What you will do: Your job is to reproduce all of the data exactly.

Data excerpts
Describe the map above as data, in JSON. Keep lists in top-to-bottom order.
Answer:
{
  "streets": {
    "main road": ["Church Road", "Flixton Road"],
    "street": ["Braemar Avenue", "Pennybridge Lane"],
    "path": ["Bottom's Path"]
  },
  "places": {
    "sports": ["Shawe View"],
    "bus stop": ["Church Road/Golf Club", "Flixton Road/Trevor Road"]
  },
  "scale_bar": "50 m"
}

Written solution:
Describe the map above as data, in JSON. Keep lists in top-to-bottom order.
Answer:
{
  "streets": {
    "main road": ["Church Road", "Flixton Road"],
    "street": ["Braemar Avenue", "Pennybridge Lane"],
    "path": ["Bottom's Path"]
  },
  "places": {
    "sports": ["Shawe View"],
    "bus stop": ["Church Road/Golf Club", "Flixton Road/Trevor Road"]
  },
  "scale_bar": "50 m"
}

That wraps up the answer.